#### Assignment:
Report how many lines in the records carry the string "Lorong", and give no further text.

Stored records
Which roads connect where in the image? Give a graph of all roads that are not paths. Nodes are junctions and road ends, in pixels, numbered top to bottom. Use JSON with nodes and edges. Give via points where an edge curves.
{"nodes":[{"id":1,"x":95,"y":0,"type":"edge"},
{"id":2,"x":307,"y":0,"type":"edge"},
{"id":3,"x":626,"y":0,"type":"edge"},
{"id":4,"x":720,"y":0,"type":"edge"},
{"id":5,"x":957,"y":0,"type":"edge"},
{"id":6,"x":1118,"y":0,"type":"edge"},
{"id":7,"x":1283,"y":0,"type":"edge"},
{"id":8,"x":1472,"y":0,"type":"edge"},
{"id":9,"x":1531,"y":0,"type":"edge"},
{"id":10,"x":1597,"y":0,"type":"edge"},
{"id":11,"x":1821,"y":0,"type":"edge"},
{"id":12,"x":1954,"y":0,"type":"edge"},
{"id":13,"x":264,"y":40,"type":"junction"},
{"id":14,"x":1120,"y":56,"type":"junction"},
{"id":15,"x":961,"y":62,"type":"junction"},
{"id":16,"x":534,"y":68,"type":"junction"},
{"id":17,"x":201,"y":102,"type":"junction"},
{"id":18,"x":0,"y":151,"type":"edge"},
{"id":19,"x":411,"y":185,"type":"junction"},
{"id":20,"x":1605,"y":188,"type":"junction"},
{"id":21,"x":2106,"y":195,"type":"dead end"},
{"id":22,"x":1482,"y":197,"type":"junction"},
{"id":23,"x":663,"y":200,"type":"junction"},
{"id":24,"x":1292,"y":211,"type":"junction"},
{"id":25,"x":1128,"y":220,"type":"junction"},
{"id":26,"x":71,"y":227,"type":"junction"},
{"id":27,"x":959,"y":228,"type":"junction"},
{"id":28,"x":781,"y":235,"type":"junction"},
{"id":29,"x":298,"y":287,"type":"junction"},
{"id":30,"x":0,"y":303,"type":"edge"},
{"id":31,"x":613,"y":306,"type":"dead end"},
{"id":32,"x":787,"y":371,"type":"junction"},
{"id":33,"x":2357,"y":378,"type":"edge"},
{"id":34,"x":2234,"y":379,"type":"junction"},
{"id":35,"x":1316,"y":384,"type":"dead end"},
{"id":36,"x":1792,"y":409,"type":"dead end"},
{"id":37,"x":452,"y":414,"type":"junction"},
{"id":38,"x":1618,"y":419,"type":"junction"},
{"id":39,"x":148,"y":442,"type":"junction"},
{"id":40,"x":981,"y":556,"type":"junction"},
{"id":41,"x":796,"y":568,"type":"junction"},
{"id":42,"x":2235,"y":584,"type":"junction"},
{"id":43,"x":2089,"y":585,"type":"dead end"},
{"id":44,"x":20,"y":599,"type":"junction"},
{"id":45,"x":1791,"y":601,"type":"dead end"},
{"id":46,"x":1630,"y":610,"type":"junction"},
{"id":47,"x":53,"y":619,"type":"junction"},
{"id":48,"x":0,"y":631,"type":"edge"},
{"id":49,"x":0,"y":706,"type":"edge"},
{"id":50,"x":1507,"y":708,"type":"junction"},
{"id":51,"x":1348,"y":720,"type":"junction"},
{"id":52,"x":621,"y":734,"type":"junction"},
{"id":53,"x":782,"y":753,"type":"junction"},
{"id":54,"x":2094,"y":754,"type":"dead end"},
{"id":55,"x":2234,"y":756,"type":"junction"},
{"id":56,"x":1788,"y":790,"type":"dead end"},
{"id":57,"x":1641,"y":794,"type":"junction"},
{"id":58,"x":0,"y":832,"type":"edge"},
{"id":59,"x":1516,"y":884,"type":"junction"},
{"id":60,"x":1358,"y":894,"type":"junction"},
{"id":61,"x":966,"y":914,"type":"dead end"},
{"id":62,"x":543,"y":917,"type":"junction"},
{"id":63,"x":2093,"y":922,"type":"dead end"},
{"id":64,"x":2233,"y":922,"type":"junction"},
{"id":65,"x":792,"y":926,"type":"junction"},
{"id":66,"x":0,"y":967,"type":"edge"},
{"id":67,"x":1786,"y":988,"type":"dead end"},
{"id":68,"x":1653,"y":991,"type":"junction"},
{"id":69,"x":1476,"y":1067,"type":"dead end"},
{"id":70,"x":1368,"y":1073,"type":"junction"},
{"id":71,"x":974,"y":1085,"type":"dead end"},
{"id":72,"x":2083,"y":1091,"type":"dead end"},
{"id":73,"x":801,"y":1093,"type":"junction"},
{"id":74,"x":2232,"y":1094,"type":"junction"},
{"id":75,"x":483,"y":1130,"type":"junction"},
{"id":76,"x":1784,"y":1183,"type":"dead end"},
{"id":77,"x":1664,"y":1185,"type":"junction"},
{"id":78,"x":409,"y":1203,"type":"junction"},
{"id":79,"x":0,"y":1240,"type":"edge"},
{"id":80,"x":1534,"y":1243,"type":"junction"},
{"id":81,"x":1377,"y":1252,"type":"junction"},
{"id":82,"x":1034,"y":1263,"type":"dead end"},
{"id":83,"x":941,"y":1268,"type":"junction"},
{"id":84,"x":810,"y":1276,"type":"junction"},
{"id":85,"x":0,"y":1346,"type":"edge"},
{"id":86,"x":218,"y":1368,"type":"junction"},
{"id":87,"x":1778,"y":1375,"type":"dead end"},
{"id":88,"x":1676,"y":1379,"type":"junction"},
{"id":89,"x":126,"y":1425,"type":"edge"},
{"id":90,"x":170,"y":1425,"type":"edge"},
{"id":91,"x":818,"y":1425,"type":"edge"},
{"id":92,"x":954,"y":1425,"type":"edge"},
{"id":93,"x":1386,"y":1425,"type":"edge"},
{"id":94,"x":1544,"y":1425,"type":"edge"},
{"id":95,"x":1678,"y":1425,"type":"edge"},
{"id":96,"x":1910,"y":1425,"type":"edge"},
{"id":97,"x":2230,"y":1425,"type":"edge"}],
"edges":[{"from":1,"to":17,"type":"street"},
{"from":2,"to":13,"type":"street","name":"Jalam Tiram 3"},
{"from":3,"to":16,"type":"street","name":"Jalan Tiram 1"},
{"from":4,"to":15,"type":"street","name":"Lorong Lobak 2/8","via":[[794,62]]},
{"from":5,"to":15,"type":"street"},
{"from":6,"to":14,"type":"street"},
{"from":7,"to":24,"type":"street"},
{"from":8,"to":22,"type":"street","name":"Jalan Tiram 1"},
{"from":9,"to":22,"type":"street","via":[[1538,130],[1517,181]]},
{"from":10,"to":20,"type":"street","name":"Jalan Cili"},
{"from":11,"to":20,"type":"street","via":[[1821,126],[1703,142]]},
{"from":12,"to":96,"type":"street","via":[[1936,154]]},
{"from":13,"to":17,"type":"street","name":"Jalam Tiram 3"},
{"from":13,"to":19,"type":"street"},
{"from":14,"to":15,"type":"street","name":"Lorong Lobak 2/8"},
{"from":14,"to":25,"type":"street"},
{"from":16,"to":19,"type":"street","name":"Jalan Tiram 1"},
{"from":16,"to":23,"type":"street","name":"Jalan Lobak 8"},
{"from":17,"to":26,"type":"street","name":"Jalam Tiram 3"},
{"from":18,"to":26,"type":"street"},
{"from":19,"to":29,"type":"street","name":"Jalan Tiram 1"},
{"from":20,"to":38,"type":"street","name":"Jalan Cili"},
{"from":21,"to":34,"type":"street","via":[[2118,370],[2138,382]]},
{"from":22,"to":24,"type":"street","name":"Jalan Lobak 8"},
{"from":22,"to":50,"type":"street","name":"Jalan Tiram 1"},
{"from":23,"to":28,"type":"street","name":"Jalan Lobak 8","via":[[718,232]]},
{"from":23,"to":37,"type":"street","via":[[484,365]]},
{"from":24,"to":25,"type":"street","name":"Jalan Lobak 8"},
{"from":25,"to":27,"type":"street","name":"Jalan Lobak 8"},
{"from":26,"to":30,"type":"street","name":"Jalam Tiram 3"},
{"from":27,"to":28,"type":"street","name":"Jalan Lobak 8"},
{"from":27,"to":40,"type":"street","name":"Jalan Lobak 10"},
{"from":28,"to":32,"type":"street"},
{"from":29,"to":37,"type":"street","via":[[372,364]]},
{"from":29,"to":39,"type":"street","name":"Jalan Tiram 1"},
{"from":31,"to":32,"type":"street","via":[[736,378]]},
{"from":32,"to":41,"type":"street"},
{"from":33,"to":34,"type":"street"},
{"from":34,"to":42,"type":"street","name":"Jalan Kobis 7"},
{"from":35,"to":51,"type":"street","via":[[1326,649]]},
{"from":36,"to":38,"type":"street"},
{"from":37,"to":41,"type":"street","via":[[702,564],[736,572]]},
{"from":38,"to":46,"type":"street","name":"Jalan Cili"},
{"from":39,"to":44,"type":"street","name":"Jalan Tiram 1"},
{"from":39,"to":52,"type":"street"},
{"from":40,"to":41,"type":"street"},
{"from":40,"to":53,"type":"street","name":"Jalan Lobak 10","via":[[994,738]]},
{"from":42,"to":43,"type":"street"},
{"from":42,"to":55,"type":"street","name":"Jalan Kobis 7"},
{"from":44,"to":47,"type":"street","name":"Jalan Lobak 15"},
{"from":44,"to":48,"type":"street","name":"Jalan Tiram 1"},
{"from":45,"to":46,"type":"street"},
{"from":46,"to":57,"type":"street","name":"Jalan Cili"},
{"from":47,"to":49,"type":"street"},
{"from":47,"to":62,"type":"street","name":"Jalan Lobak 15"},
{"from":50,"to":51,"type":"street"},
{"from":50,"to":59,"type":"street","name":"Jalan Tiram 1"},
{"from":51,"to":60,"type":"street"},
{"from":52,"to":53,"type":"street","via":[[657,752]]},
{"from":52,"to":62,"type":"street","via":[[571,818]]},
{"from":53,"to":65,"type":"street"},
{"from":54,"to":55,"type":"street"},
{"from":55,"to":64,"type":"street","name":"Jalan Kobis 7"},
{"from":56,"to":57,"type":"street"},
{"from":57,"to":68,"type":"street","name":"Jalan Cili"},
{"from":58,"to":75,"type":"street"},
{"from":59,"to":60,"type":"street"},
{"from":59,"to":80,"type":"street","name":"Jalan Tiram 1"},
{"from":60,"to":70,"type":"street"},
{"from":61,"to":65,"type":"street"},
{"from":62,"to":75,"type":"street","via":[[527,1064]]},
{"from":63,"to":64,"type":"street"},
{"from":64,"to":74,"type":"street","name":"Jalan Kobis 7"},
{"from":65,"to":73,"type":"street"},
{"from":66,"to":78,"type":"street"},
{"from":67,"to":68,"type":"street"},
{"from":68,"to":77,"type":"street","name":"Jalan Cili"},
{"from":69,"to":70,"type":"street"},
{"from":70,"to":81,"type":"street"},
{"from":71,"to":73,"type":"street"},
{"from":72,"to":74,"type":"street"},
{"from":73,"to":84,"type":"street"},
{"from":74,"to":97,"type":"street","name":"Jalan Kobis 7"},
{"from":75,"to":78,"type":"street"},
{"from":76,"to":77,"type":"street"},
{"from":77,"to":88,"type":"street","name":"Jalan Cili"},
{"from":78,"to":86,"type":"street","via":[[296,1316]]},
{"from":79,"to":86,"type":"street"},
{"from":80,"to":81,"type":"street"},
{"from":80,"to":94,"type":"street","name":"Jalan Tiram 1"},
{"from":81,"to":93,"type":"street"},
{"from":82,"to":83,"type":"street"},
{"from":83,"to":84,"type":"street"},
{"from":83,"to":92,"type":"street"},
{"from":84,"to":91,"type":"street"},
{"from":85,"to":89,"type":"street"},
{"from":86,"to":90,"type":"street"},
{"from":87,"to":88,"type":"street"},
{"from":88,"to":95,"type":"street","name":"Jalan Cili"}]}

#### Task response:
2